(Dataset entries)
──────────

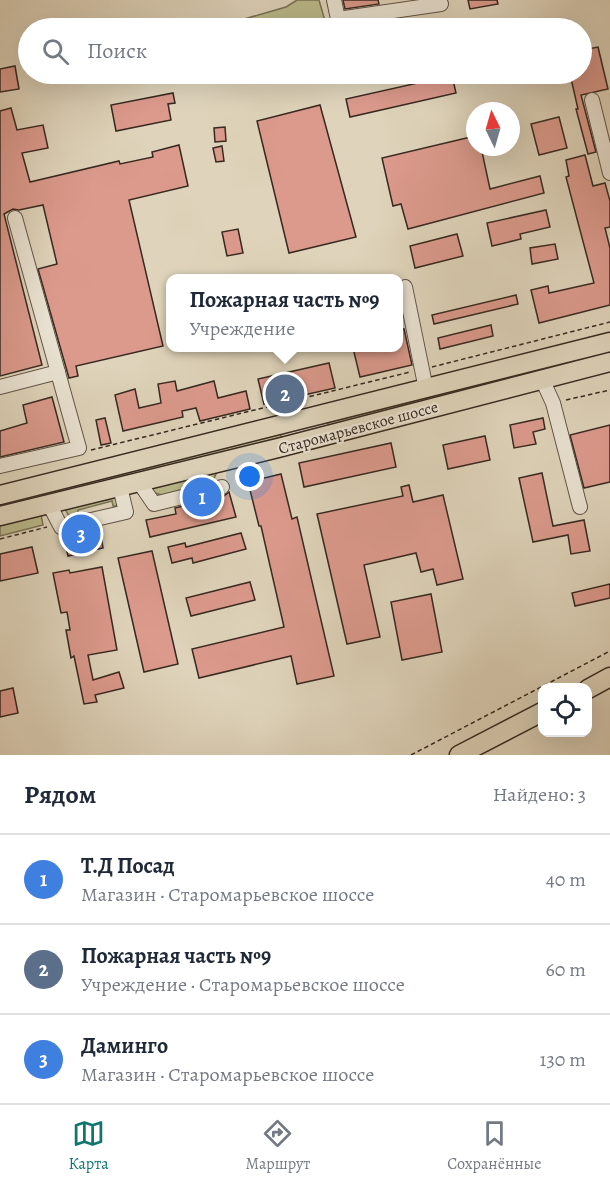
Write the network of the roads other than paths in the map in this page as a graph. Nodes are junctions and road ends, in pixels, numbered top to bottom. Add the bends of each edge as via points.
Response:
1 (334, 0) edge
2 (441, 4) dead end
3 (338, 18) edge
4 (345, 18) edge
5 (592, 100) dead end
6 (610, 173) edge
7 (15, 218) dead end
8 (405, 287) dead end
9 (610, 342) edge
10 (610, 362) edge
11 (58, 372) junction
12 (542, 379) junction
13 (0, 387) edge
14 (426, 389) junction
15 (296, 422) junction
16 (302, 442) junction
17 (0, 466) edge
18 (139, 482) junction
19 (120, 487) junction
20 (222, 487) dead end
21 (0, 495) edge
22 (49, 504) junction
23 (580, 507) dead end
24 (0, 516) edge
25 (610, 677) edge
26 (592, 687) edge
27 (538, 715) edge
28 (459, 755) edge

1 - 3 lane
2 - 4 lane
5 - 6 lane
7 - 11 lane
8 - 14 lane
9 - 14 main road, Старомарьевское шоссе
10 - 12 main road, Старомарьевское шоссе
11 - 13 lane
11 - 17 lane via 79,448
12 - 16 main road, Старомарьевское шоссе
12 - 23 lane via 553,403
14 - 15 main road, Старомарьевское шоссе
15 - 16 main road
15 - 21 main road, Старомарьевское шоссе
16 - 18 main road, Старомарьевское шоссе
18 - 19 main road, Старомарьевское шоссе
18 - 20 lane via 153,504
19 - 22 main road, Старомарьевское шоссе
19 - 22 lane via 126,512 61,527
22 - 24 main road, Старомарьевское шоссе
25 - 26 main road
27 - 28 main road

──────────

### [The problem]
Each line in the data that holds the word "dead" must be copied.

### [Answer to this exercise]
2 (441, 4) dead end
5 (592, 100) dead end
7 (15, 218) dead end
8 (405, 287) dead end
20 (222, 487) dead end
23 (580, 507) dead end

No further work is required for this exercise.